Последние дни перед приходом добровольцев в Чернигов были едва ли не самыми тяжелыми днями. Базары были пустые. Мы голодали и уже давно не ели хлеба, сидя на «дерунах». По улицам было страшно ходить. Дома ежеминутно ждали грабежа и обысков. Мы шли с Гаевским из музыкального училища и встретили С. М. Кониского, который служил в канцелярии военно-революционного трибунала. Он быстро шел нам навстречу и таинственно сказал: «Ну, господа, скрывайтесь как можно скорее. Вы кандидаты в заложники». Откуда он имел эти сведения, он нам не сказал. Гаевский скрылся в тот же вечер. Он нашел приют в деревне у крестьянина, отца своей прислуги.
Я решил было идти в «лозу» за Десну, но было уже поздно. Город был окружен патрулями. Было жутко. В течение последней недели два раза я подвергался опасности и только случайно спасся от гибели. 25 сентября, идя утром в музыкальное училище, я был остановлен каким-то солдатом, который спросил меня, где я теперь служу. Я назвал себя преподавателем музыкального училища, но солдат с саркастической улыбкой уверял меня, что он отлично меня знает и потому вряд ли мне удастся его обмануть.
После некоторых пререканий он заявил мне, что я бывший судебный следователь Щербань и что он мне отомстит за ту кровь, которую я проливал при царском режиме. Я шел с дочерью, и мы оба имели в руках ноты. Солдат выхватил у меня ноты, предполагая, видимо, что это дела, и увидевши ноты, спросил мой документ. Я предъявил ему удостоверение музыкального училища, но так как я узнал в этом солдате бывшего арестанта, который, по-видимому, знал меня, но не мог припомнить, где он видал меня, смешал меня с судебным следователем Щербанем, то я, предъявляя ему документ, нарочно закрыл пальцем мою фамилию, чтобы не напомнить, кто я такой. Бланк советского музыкального училища и печать убедили его, что он ошибся, и он оставил нас, извинившись за ошибку.

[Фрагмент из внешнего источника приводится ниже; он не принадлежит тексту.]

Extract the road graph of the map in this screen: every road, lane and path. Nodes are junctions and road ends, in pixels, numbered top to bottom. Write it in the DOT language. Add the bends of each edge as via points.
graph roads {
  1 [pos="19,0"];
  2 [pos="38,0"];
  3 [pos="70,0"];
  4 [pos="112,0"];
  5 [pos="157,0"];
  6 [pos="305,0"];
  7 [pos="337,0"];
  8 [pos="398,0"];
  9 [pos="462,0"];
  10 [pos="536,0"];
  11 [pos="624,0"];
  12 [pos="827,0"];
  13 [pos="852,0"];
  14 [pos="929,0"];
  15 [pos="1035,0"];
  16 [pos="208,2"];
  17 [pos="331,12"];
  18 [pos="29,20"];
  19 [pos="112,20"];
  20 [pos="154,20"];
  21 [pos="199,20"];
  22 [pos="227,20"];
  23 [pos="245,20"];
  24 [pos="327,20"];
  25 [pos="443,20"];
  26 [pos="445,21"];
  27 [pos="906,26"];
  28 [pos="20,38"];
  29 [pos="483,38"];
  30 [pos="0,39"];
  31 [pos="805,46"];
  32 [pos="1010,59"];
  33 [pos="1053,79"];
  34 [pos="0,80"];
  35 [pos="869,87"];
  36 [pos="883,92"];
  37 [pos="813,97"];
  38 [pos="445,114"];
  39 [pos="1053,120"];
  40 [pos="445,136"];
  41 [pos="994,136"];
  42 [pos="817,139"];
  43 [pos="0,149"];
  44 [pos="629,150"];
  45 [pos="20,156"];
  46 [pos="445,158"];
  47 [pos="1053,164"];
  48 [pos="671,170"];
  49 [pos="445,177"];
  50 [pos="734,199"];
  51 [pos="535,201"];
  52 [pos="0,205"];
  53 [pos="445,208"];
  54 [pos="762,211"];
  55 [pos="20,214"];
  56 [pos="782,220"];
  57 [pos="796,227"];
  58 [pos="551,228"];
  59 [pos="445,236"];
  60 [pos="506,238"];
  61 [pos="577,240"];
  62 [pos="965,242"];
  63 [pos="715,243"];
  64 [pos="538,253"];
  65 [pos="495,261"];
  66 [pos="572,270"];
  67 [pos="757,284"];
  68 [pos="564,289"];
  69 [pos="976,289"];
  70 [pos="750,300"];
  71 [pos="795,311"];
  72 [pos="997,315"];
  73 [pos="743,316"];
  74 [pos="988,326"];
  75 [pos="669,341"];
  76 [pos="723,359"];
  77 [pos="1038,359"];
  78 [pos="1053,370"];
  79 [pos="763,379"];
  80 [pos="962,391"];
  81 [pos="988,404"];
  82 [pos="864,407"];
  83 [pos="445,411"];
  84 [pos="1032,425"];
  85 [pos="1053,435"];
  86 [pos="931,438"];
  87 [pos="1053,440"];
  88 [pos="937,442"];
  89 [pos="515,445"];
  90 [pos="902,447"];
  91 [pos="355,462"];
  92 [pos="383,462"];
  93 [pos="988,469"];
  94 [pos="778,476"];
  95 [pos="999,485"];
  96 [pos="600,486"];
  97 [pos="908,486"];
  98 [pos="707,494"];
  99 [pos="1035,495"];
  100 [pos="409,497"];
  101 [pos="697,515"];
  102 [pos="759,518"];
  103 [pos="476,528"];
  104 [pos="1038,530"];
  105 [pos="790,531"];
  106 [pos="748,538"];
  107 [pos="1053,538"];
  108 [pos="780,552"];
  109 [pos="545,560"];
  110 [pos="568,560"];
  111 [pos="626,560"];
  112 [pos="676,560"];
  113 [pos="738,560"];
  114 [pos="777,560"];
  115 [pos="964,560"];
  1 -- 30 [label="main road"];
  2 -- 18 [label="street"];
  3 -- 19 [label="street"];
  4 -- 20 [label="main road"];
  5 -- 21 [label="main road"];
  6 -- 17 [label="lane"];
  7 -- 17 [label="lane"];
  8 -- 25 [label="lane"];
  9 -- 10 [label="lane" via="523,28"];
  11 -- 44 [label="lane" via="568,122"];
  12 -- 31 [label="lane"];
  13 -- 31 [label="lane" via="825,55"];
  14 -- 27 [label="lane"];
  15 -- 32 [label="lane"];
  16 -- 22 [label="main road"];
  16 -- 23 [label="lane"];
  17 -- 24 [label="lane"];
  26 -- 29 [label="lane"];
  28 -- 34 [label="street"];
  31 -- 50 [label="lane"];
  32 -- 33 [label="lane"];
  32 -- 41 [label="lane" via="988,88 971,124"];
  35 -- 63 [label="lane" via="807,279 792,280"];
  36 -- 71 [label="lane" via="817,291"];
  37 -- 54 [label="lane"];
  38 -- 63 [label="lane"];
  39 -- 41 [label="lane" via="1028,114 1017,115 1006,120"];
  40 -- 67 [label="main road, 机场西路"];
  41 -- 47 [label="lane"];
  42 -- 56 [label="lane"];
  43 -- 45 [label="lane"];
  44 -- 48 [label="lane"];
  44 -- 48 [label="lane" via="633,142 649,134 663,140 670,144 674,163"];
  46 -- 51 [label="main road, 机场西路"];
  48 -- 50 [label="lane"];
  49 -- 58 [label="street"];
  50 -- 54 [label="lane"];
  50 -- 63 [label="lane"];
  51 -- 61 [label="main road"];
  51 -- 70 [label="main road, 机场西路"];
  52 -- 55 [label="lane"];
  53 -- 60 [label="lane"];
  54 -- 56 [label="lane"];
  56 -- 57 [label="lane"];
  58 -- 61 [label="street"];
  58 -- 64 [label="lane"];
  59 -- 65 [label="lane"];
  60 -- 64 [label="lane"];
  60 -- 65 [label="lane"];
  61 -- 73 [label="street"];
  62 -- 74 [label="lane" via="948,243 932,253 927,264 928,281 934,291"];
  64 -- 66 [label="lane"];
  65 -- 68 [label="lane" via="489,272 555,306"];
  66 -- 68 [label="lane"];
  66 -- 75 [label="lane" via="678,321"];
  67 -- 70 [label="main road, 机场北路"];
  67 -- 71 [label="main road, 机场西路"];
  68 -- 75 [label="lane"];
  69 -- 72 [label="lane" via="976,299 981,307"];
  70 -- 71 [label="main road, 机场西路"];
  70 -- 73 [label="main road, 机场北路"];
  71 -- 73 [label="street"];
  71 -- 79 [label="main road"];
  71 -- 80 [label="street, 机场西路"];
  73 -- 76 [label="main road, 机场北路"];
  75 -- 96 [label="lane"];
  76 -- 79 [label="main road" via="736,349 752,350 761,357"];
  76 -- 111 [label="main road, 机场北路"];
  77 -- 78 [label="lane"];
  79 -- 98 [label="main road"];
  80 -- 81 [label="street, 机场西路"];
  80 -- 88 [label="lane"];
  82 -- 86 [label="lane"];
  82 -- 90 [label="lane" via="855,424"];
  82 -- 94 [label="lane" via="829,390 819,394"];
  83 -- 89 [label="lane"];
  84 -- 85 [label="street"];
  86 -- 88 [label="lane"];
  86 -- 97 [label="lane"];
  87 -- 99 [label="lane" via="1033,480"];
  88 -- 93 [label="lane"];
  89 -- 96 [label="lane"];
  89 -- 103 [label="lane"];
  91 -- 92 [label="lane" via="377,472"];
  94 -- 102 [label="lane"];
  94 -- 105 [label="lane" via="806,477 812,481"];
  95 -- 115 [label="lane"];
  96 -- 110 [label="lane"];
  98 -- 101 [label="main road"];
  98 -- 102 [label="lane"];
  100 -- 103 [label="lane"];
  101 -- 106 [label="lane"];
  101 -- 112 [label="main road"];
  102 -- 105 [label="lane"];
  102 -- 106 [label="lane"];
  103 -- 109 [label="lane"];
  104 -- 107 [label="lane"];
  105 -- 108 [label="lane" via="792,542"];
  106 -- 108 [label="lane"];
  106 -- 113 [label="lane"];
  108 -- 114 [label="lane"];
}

Это было как раз вовремя, так как к нам приближалась группа красноармейцев, которые, конечно, приняли бы участие в задержании бывшего тюремного инспектора. Весьма грозным моментом для каждого был обыск. Обыски производились по квартирам для поисков скрывающихся от мобилизации. Попутно вылавливались в порядке красного террора царские чиновники и буржуи. Под вечер становилось жутко. Я знал, что очередь дойдет и до меня, но скрыться было уже поздно. Спалось плохо, и не напрасно.

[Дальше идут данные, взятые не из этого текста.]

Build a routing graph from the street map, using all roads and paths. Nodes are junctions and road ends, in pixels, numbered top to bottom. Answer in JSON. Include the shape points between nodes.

В ночь на понедельник мы проснулись от стука, сопровождавшегося криком «отворяй». Стучали в ворота, ставни, в забор. Наша цепная собака Волчок точно взбесилась, бросаясь с лаем из стороны в сторону, дополняя общий шум ломящихся во двор солдат-красноармейцев. Солдаты дали несколько выстрелов, чтобы унять освирепевшего пса. Бабушка Анастасия Ивановна совсем растерялась и бегала по дому вместо того, чтобы идти отворить калитку. Никто не сомневался, что это пришли за мною. Прощаясь с дочерью, я сидел еще раздетый на своем диване, как вдруг в комнату почти вместе с солдатами быстро вошла Маня и, наклонившись ко мне, шептала: «Не выдавайте себя - это только обыск». Я предъявил свой документ преподавателя музыкального училища, а почтенная моя наружность оградила меня от излишнего допроса, так как искали главным образом скрывающихся от мобилизации на окопные работы. Поутру мы решили, что я на улицу показываться не буду.
Облавы производились на каждом квартале. Людей хватали без всякого разбора, и только в Чрезвычайке сортировали на заложников, царских чиновников, мобилизованных и подлежащих освобождению. Оттуда выйти благополучно было трудно. С каждым днем эта ужасная атмосфера сгущалась. В тюрьме в эти дни расстрелов почти не было. До тюрьмы не доводили. Ввиду спешности дела расстреливали в Чрезвычайной комиссии. Ежедневно до нас доходили сведения о новых арестах. Между прочим, в эти дни была арестована Е. М. Шрамченко, дочь расстрелянного губернатора Шрамченко. Ее мать А. К. Шрамченко скрылась. Не было никаких сомнений, что большевики ждали событий и волновались.